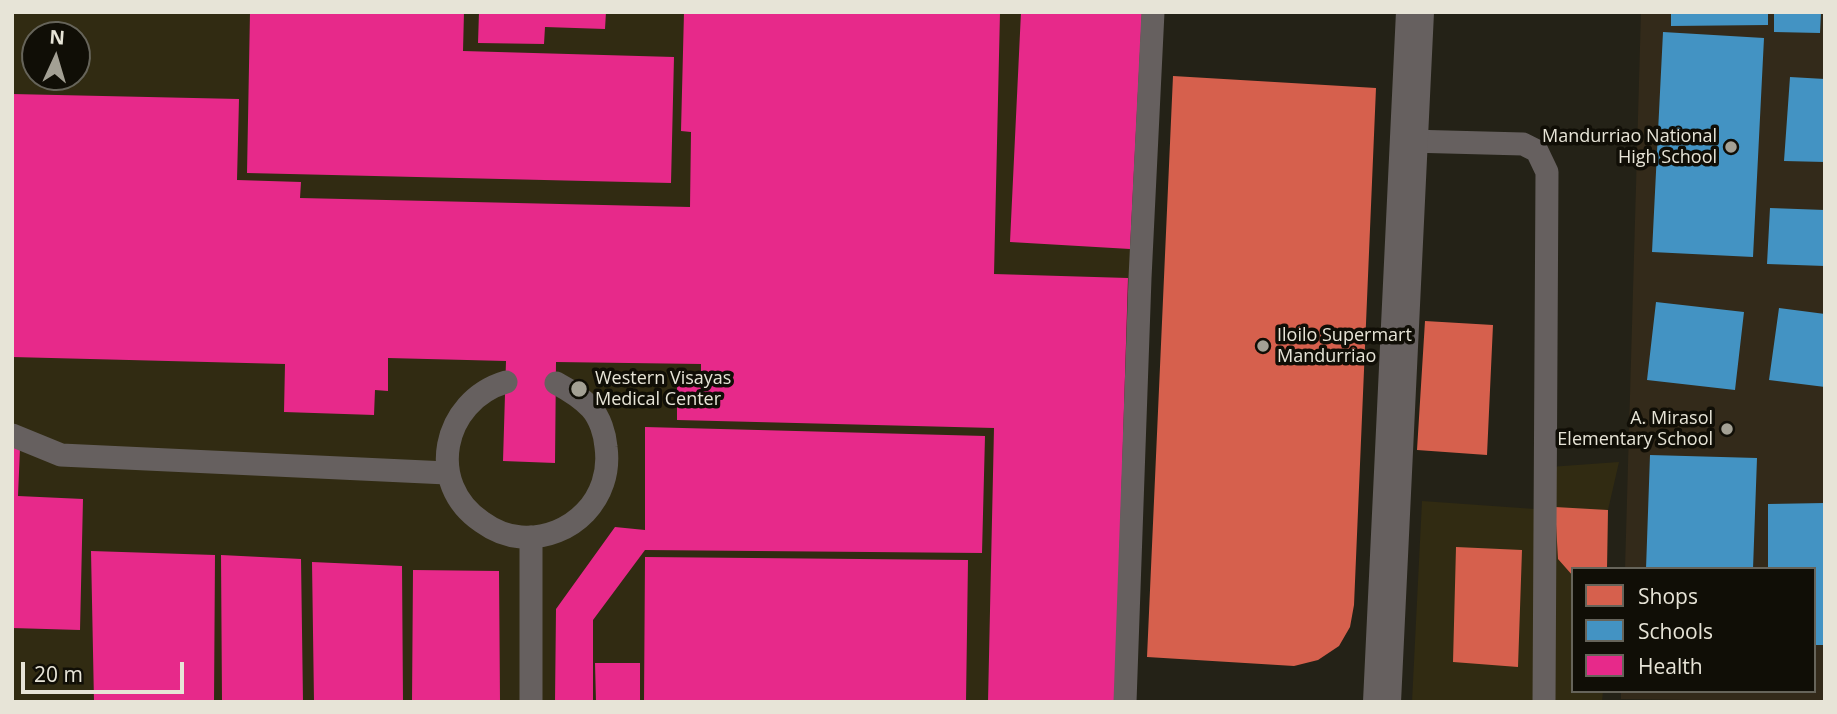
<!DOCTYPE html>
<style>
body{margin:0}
#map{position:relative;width:1837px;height:714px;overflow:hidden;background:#242217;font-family:"Open Sans",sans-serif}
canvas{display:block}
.frame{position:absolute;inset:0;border:14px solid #e7e4d7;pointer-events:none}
.legend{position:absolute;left:1571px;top:567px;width:245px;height:126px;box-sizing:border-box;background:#100e06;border:2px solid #66645a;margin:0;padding:9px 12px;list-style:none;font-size:21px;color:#e7e4d7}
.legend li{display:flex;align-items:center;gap:14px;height:35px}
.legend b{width:35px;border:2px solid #66645a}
.north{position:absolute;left:21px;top:21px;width:70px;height:70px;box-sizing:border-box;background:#100e06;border:2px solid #66645a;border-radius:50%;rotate:4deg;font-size:19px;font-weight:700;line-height:28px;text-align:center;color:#e7e4d7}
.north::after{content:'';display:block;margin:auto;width:24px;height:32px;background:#a3a094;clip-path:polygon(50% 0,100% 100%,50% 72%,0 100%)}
.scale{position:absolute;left:21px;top:662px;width:163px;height:32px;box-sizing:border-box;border:4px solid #e7e4d7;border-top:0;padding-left:9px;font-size:21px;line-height:24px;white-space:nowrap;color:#e7e4d7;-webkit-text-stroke:5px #100e06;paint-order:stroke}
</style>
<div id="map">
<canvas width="1837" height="714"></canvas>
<div class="frame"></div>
<ul class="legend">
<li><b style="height:19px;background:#d6604d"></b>Shops</li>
<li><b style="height:19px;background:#4393c3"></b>Schools</li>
<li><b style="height:19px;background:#e7298a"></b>Health</li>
</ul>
<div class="north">N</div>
<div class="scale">20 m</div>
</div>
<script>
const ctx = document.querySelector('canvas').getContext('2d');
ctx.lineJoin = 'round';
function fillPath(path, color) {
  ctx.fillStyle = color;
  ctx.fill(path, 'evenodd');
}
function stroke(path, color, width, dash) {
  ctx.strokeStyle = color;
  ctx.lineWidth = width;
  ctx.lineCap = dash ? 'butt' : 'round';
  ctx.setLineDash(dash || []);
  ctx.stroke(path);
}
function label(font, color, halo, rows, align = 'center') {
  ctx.font = font + ' "Open Sans",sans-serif';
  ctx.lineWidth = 7;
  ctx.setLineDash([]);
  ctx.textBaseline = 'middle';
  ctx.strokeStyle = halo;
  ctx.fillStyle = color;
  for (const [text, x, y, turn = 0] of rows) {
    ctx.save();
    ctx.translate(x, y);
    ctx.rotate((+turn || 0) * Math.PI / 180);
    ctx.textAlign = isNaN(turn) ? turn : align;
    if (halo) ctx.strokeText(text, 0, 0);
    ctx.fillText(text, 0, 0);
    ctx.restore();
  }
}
fillPath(new Path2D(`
 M 12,12 L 1163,12 L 1132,702 L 12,702 ZM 35,35 L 77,35 L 77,77 L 35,77 Z
 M 1619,462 L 1608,510 L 1607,569 L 1573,569 L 1573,691 L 1603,691 L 1602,702 L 1412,702 L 1422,501 L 1549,510 L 1549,467 Z`), '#312b12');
fillPath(new Path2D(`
 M 1641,12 L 1825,12 L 1825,702 L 1621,699 L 1621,691 L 1814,691 L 1814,569 L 1625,569 Z`), '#332a1a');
fillPath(new Path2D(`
 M 1173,76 L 1376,88 L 1354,605 L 1350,627 L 1339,646 L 1318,660 L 1294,666 L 1147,657 Z
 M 1425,321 L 1493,325 L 1487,455 L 1417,450 Z
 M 1555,507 L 1608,510 L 1607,569 L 1573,569 L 1573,576 L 1558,559 Z
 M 1456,547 L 1522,550 L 1518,667 L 1453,662 Z`), '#d6604d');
fillPath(new Path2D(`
 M 1671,12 L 1768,12 L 1768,25 L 1671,26 Z
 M 1774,12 L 1821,12 L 1820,33 L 1774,32 Z
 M 1663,32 L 1764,38 L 1753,257 L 1652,252 Z
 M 1790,77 L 1825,79 L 1825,162 L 1784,161 Z
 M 1770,208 L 1825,210 L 1825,266 L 1767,264 Z
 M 1656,302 L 1744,312 L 1735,390 L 1647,380 Z
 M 1779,308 L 1825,314 L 1825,387 L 1769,380 Z
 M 1650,455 L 1757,458 L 1753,569 L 1646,569 Z
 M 1825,503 L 1825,645 L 1814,645 L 1814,569 L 1768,569 L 1768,504 Z`), '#4393c3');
fillPath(new Path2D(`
 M 250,12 L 464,12 L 463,51 L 674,57 L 671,183 L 247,173 Z
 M 479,12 L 606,12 L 605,29 L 545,27 L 544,44 L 478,43 Z
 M 684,12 L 1000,12 L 994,274 L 1128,278 L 1115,702 L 988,702 L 994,428 L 677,420 L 677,380 L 701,381 L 701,364 L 556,362 L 555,463 L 503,461 L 506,361 L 388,358 L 388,391 L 375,390 L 374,415 L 284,412 L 285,364 L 12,357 L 12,94 L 239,99 L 237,180 L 301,182 L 300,198 L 690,207 L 691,132 L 681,131 Z
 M 1021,12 L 1142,12 L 1130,249 L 1010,242 Z
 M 645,427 L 985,436 L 982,553 L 645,550 L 593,620 L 593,702 L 555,702 L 556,609 L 615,527 L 645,530 Z
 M 12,448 L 20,448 L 18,496 L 83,499 L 80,630 L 12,628 Z
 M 91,551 L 215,555 L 214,702 L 94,702 Z
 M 221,555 L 301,559 L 303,702 L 222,702 Z
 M 645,557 L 968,560 L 966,702 L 644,702 Z
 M 312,562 L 402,566 L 403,702 L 314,702 Z
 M 413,570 L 499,571 L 500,702 L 412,702 Z
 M 595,663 L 640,663 L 640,702 L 596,702 Z`), '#e7298a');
stroke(new Path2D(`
 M 1409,141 L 1523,144 L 1537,151 L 1547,172 L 1544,702
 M 506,382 C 442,401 425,484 482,522 C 493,530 507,536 521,537 C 572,540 613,498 606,447 C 605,434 600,418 591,408 C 581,397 569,390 556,383
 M 12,435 L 61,455 L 447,473
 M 531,702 L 531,537
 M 1125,702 L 1140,278 L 1153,12`), '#66605f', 23);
stroke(new Path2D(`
 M 1382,702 L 1415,12`), '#66605f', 38);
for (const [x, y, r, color] of [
 [1731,147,7,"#a3a094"],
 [1263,346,7,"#a3a094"],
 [579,389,9,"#a3a094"],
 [1727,429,7,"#a3a094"]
]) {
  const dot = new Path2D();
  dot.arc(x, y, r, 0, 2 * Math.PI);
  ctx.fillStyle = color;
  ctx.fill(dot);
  stroke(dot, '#100e06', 2.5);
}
label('18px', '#e7e4d7', '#100e06', [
 ["Mandurriao National",1717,137],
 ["High School",1717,158],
 ["Iloilo Supermart",1277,336,"left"],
 ["Mandurriao",1277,357,"left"],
 ["Western Visayas",595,379,"left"],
 ["Medical Center",595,400,"left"],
 ["A. Mirasol",1713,419],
 ["Elementary School",1713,440]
], 'right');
</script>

▸ What you need to do: Out of the records above, pull the lines that include the word "strokeStyle".

▸ Reply to the exercise:
  ctx.strokeStyle = color;
  ctx.strokeStyle = halo;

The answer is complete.